Lily Style Author

Puritan bullies in 1640s South Brent

 

(first published in Ivybridge iMag in February 2023)

 

 

Historical documents rarely reveal the intimate stories of women and children, unless they were aristocrats. One of the few mentions of them is in a 1697 book about families of Devon by John Prince (reprinted in 1810). Prince’s book includes an account of a vicar’s wife being bullied by Puritans in 1640s South Brent. Her story survives because the events impacted her husband, John Gandy (brother of Henry, who gave his name to Gandy Street – Exeter’s cobbled shopping street, believed to have inspired J K Rowling’s “Diagon Alley”). Whilst vicar John Gandy certainly seems to have been targeted, his unnamed wife appears to have been bullied more. 

 

1640s England was in the middle of the Civil War between royalist supporters of Charles I, and Puritan Parliamentarians, who sought common rule and the abolishment of bishops. John Gandy was a royalist whose “loyalty soon rendered him obnoxious to the rage and plunderings” of the area. “About the year 1645” Mrs Gandy had recently given birth, and had her new baby at her breast, when mounted Puritan soldiers stormed to their South Brent home, while her husband was in London. They dragged her out by force and, “when she would catch at the staples of the doors to stay herself, or any other thing, they would barbarously knock off her hands ; until at length they forcibly threw her into the streets, with several little children she had, there to beg, or starve”. 

 

This wasn’t the first time the Gandy’s home had been attacked.
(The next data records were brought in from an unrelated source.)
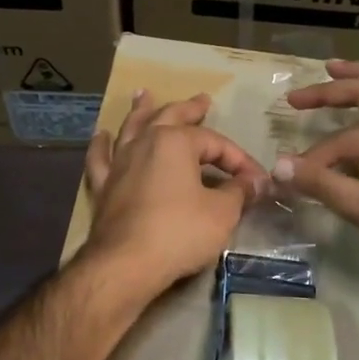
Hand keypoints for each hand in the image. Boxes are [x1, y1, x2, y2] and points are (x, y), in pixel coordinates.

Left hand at [84, 91, 269, 297]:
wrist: (126, 264)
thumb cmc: (179, 233)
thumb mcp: (222, 213)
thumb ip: (239, 192)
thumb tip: (256, 182)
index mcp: (175, 142)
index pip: (215, 143)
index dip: (240, 160)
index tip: (257, 181)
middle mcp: (144, 143)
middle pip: (170, 118)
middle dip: (189, 109)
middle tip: (201, 100)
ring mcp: (119, 163)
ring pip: (131, 129)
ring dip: (141, 111)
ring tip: (144, 95)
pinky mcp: (103, 187)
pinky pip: (101, 159)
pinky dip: (101, 146)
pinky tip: (102, 136)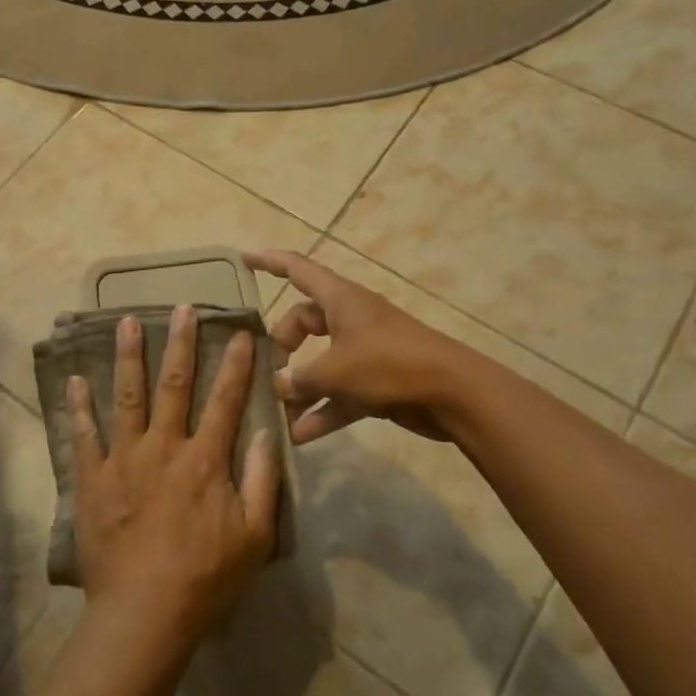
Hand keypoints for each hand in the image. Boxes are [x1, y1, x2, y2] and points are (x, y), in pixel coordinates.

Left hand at [68, 306, 280, 653]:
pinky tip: (75, 379)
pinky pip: (84, 434)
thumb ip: (264, 481)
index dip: (235, 364)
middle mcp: (164, 447)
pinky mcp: (93, 478)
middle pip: (174, 385)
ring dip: (128, 356)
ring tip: (127, 322)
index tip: (239, 332)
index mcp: (205, 460)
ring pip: (127, 396)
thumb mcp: (255, 536)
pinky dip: (79, 406)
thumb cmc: (205, 577)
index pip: (225, 400)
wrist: (144, 612)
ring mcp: (124, 459)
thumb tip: (269, 433)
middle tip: (181, 308)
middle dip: (180, 343)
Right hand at [245, 250, 461, 444]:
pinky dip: (322, 410)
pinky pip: (339, 393)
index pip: (297, 269)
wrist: (453, 394)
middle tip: (267, 373)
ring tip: (276, 414)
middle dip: (282, 347)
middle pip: (303, 322)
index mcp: (340, 299)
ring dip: (300, 387)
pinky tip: (301, 436)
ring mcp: (364, 351)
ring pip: (320, 362)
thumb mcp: (336, 371)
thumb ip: (299, 379)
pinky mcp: (376, 381)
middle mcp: (350, 319)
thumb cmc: (390, 365)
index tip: (242, 259)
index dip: (269, 261)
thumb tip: (277, 385)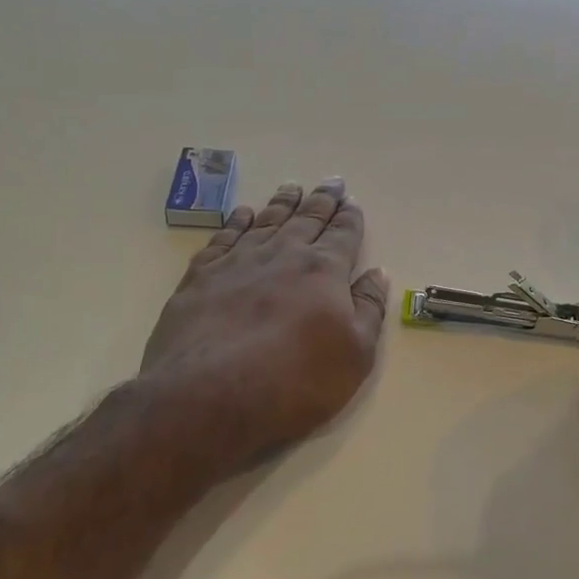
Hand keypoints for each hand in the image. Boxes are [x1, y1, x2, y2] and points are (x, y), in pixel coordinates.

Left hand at [138, 180, 387, 477]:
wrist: (208, 396)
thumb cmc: (295, 381)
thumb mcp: (354, 355)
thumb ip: (369, 310)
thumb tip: (377, 274)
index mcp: (324, 271)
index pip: (343, 235)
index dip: (350, 218)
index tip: (352, 202)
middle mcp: (283, 255)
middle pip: (307, 219)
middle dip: (322, 200)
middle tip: (331, 182)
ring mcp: (238, 262)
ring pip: (267, 221)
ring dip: (283, 203)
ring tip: (292, 187)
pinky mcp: (201, 276)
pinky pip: (224, 236)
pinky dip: (236, 221)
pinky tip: (243, 214)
It “was also several times alarm’d and ransack’d by the Parliament Soldiers.” and, “Once more particularly whilst they were committing their outrages, Mrs. Gandy told them she believed some of them might have wives of their own” and asked them not terrify her because she was heavily pregnant. One of the intruders responded by saying she looked more like a “tyrant than like one that would be affrighted”. He pulled a rope out of his pocket and told her, “I will hang up thy husband with this at his gate.”

 

The Puritan militia captured her husband, vicar John Gandy, on his way to church in 1644 and carried him to Dartmouth “about eleven or twelve miles away… in his habit, with his Bible in his hand, as they had seized him ; and was there kept under confinement, till he purchased his liberty at the price of one hundred pounds” (approximately £10,350 in today’s money). When John Gandy was taken to his cell in Dartmouth, “he asked for a bed ; whereupon the serving-maid, with a great deal of scorn and insolence, gave him this (or some such) answer ; That be should have a rope”.

 

Prince says, “the barbarity of this action” was even worse because Jelinger – a Puritan preacher the soldiers replaced John Gandy with – had fled Germany because of his religion and, after arriving in “Exeter in a very poor condition” had been taken in and cared for by John Gandy’s father. On top of this, and Mrs Gandy’s eviction with a newborn baby at her breast, “what completes the vilany [sic] is, that the soldier who was most forward in turning the family out of doors, had been released from prison, where he had lain some time for debt, by Mrs. Gandy.” In other words, a man Mrs. Gandy had freed from prison with her own money (not her husband’s) led the gang that threw her, and her tiny children, onto the street when her husband was in London. So, at least one of the soldier was well-known to her, and the whole militia may have been members of the community. The only one named is “Major W., who had been one of [John Gandy’s] chief persecutors”.

 

Where in South Brent was the house Mrs Gandy and her children were dragged from by the Puritan soldiers circa 1645? Peter Taylor, author of a comprehensive, work-in-progress history of South Brent’s St. Petroc’s church, believes the Gandy’s home was the former vicarage (now Manor House) to the right of the river Avon, between St Petroc’s church and Lydia Bridge.

 

John Gandy was deprived of most of his vicar’s income until the monarchy was restored in 1660. “Towards the latter end of usurpation, he was permitted to hold the Rectory of Bridford in the County of Devon ; where he continued until the Restoration”. Bridford’s parish records are among the few that have survived from the 1600s. They show John Gandy and his unnamed wife having at least three more children during their time there. 

 

After the restoration of the monarchy, John Gandy, “retired to his living of Brent, and died there in 1672.” One of their children, Henry Gandy, born in Exeter in 1649, went on to become a senior fellow of Oxford’s Oriel College, and made news by refusing to swear allegiance to William and Mary in 1690.